● TASK OBJECTIVE
Gather up every line from the entries below that uses the word "image".

Collected data

== == ==

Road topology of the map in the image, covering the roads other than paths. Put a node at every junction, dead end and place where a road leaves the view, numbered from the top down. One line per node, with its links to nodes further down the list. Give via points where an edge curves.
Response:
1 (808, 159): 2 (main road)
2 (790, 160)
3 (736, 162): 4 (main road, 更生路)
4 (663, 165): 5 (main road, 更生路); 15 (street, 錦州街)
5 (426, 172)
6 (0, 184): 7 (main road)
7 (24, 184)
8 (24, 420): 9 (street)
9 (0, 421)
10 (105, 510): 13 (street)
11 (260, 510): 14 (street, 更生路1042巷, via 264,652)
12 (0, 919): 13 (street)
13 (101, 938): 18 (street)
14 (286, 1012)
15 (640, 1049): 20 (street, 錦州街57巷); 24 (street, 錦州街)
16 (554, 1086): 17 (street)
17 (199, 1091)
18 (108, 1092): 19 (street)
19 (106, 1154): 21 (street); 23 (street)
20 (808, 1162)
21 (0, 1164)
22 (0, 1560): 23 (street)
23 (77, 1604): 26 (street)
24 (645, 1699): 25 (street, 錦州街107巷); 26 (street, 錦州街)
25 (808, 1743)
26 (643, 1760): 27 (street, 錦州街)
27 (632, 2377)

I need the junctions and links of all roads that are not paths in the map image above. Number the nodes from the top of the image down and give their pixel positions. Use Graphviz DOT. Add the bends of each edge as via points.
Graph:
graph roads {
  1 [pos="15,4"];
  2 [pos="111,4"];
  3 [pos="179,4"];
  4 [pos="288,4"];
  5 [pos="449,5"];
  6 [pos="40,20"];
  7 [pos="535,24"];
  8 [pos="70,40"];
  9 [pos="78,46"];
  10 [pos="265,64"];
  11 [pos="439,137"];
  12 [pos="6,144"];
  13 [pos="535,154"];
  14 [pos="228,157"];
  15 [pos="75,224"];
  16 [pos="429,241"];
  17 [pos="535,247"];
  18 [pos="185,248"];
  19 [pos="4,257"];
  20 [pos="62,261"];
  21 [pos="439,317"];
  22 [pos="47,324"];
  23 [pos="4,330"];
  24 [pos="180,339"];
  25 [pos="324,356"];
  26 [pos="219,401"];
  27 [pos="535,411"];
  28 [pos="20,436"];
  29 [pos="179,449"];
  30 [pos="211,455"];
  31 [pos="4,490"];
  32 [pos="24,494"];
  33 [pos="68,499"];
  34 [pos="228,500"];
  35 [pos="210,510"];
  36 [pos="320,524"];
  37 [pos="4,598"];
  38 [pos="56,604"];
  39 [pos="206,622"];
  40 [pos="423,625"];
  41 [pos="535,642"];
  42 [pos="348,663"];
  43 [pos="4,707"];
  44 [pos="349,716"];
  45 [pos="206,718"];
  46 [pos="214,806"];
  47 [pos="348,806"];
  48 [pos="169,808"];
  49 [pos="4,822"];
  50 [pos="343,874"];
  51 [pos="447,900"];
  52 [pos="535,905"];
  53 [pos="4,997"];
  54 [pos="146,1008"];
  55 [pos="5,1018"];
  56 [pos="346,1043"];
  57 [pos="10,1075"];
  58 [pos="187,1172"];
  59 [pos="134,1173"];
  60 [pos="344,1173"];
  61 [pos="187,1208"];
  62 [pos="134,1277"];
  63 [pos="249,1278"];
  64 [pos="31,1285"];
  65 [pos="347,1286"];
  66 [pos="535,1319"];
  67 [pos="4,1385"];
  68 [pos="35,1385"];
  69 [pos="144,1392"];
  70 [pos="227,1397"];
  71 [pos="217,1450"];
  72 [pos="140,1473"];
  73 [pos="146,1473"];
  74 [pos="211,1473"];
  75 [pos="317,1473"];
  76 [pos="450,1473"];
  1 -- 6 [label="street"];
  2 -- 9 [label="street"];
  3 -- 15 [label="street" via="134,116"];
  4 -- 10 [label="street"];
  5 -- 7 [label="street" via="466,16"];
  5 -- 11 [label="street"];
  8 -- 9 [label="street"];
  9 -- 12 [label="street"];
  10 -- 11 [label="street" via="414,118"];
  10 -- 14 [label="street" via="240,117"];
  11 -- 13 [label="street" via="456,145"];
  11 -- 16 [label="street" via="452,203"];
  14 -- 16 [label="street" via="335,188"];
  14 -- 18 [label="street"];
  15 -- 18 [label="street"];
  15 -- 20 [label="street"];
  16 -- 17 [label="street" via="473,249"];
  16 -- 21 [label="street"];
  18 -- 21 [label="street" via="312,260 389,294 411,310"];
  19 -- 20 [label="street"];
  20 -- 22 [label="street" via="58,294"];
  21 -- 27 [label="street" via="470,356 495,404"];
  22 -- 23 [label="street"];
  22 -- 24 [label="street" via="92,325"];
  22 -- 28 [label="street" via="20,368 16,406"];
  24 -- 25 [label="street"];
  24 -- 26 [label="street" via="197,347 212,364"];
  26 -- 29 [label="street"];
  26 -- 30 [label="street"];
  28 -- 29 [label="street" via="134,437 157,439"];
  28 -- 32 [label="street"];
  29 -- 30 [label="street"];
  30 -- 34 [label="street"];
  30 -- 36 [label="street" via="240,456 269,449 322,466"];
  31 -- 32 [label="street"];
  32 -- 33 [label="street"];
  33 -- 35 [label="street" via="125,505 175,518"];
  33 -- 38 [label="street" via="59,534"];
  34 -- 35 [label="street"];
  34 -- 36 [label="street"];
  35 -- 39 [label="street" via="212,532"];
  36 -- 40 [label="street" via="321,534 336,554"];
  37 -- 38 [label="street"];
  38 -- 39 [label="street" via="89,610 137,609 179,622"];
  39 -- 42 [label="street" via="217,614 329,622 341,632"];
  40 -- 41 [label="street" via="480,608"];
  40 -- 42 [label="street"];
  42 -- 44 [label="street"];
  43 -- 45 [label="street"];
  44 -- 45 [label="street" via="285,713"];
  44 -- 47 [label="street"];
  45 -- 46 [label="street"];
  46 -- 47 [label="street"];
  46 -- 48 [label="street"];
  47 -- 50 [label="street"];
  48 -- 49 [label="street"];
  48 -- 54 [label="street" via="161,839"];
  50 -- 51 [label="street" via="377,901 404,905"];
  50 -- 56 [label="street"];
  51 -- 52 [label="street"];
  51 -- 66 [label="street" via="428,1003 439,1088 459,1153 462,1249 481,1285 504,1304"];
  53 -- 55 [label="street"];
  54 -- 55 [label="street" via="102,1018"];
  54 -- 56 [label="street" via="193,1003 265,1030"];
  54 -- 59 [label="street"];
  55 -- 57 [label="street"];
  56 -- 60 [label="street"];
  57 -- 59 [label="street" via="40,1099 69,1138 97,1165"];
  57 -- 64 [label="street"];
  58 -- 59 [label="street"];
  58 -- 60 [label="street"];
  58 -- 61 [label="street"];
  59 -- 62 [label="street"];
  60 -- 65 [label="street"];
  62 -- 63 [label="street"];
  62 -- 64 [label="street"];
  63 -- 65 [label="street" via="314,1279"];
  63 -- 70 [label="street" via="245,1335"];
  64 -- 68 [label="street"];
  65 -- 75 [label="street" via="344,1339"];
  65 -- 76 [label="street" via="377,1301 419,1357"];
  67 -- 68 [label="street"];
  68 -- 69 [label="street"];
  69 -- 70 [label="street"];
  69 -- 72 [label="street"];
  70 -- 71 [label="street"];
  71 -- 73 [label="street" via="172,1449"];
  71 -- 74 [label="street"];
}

== == ==

● SOLUTION TO THIS TASK
Road topology of the map in the image, covering the roads other than paths. Put a node at every junction, dead end and place where a road leaves the view, numbered from the top down. One line per node, with its links to nodes further down the list. Give via points where an edge curves.
I need the junctions and links of all roads that are not paths in the map image above. Number the nodes from the top of the image down and give their pixel positions. Use Graphviz DOT. Add the bends of each edge as via points.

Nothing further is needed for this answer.